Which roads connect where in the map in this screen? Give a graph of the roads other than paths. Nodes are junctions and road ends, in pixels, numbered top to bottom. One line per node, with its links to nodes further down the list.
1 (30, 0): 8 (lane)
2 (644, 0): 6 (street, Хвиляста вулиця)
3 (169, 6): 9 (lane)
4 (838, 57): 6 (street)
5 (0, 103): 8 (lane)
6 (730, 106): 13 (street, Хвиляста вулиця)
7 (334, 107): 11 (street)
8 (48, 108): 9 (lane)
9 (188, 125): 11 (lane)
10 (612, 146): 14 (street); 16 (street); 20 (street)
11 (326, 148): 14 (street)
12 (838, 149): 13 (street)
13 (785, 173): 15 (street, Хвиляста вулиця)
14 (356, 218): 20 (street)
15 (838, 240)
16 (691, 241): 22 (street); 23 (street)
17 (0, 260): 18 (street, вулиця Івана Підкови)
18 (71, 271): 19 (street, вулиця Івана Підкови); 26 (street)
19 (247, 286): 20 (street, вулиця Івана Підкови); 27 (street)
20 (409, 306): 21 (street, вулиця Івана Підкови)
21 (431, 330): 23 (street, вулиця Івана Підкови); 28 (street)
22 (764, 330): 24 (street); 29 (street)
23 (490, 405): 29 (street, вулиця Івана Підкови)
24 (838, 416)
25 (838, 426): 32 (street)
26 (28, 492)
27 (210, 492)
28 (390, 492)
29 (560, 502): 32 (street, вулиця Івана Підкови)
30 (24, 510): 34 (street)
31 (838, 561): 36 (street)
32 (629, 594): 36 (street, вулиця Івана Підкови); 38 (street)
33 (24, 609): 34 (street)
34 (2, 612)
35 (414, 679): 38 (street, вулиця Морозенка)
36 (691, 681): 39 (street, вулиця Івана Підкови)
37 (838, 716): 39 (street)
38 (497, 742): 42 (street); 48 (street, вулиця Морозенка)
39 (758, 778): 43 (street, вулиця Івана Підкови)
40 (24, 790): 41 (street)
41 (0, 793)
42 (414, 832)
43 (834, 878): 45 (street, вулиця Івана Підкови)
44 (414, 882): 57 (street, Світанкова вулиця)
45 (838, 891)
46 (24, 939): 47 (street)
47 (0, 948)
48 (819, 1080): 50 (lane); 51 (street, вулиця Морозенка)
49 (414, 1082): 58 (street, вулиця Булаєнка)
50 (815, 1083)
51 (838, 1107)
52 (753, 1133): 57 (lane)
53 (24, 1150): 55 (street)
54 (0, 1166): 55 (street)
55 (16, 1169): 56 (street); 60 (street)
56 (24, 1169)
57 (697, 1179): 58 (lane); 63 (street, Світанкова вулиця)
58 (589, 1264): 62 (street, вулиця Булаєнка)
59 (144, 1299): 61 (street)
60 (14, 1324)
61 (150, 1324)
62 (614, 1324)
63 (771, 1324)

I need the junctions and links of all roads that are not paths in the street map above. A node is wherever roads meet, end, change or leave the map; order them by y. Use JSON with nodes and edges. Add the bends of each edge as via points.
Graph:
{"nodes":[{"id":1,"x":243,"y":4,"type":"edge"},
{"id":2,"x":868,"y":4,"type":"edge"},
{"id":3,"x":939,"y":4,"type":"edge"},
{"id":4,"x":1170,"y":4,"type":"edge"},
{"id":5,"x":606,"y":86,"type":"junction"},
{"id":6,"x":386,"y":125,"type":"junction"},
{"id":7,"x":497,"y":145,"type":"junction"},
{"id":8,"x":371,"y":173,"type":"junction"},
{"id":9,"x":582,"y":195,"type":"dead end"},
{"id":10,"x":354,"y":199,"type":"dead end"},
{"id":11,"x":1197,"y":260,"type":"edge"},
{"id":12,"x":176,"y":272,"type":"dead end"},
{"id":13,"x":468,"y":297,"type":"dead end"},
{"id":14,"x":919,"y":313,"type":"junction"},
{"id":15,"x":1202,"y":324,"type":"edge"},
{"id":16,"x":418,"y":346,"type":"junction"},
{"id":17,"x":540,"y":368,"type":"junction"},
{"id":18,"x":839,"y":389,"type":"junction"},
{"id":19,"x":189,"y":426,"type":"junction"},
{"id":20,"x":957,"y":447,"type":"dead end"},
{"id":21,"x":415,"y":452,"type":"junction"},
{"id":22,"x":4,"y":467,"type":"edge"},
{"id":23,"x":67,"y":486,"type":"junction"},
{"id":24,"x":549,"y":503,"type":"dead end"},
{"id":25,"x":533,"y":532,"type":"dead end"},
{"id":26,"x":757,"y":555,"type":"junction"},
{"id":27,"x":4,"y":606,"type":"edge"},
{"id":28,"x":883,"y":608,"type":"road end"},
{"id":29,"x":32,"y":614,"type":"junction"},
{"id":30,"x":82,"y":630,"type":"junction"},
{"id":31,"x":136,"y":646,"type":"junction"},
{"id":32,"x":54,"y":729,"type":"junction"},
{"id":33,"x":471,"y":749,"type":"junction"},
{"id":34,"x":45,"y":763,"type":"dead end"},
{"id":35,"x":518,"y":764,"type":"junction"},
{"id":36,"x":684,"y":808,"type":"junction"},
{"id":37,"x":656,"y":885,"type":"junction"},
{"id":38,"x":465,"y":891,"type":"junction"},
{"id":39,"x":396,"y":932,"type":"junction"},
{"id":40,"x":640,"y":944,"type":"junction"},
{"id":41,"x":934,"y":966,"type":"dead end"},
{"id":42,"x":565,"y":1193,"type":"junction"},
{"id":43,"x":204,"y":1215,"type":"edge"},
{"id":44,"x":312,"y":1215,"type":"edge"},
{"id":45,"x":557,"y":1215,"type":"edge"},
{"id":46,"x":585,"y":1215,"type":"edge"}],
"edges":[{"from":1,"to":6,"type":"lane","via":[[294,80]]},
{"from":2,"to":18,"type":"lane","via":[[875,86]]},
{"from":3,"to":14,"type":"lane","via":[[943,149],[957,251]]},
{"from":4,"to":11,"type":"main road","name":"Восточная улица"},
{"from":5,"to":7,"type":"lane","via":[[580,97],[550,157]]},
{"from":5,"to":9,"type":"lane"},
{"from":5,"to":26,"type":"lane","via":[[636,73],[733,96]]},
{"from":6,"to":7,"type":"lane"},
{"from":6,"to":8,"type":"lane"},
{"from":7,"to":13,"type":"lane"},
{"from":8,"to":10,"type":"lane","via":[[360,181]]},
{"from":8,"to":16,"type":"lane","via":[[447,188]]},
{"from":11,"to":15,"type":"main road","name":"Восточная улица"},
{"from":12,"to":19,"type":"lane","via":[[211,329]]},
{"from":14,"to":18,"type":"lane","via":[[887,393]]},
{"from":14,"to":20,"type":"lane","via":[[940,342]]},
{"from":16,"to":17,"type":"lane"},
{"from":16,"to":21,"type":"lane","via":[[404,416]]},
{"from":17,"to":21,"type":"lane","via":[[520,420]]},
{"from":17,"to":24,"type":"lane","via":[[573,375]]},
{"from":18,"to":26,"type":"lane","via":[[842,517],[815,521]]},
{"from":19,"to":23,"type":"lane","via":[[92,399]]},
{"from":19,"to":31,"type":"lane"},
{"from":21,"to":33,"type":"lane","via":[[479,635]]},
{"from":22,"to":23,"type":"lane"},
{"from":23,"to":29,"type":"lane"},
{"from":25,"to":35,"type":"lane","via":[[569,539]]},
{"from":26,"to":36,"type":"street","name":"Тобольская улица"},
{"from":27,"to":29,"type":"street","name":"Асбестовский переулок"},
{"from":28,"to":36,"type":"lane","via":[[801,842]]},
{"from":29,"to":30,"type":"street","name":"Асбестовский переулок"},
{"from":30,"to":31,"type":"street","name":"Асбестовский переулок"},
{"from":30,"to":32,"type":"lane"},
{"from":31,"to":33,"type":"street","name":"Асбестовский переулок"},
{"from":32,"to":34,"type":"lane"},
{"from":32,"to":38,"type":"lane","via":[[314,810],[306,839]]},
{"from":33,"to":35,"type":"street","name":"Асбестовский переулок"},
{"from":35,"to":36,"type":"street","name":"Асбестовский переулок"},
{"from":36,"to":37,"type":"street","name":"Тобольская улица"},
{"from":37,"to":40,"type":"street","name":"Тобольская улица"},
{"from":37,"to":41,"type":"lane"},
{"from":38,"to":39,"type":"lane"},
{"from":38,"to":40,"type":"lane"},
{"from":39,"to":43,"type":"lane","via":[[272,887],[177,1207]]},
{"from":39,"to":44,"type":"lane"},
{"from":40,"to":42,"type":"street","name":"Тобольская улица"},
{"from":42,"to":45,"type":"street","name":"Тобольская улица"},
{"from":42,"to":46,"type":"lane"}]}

▶ Work task: Each line above that contains the word "main" should be copied.

▶ Exercise output:
{"from":4,"to":11,"type":"main road","name":"Восточная улица"},
{"from":11,"to":15,"type":"main road","name":"Восточная улица"},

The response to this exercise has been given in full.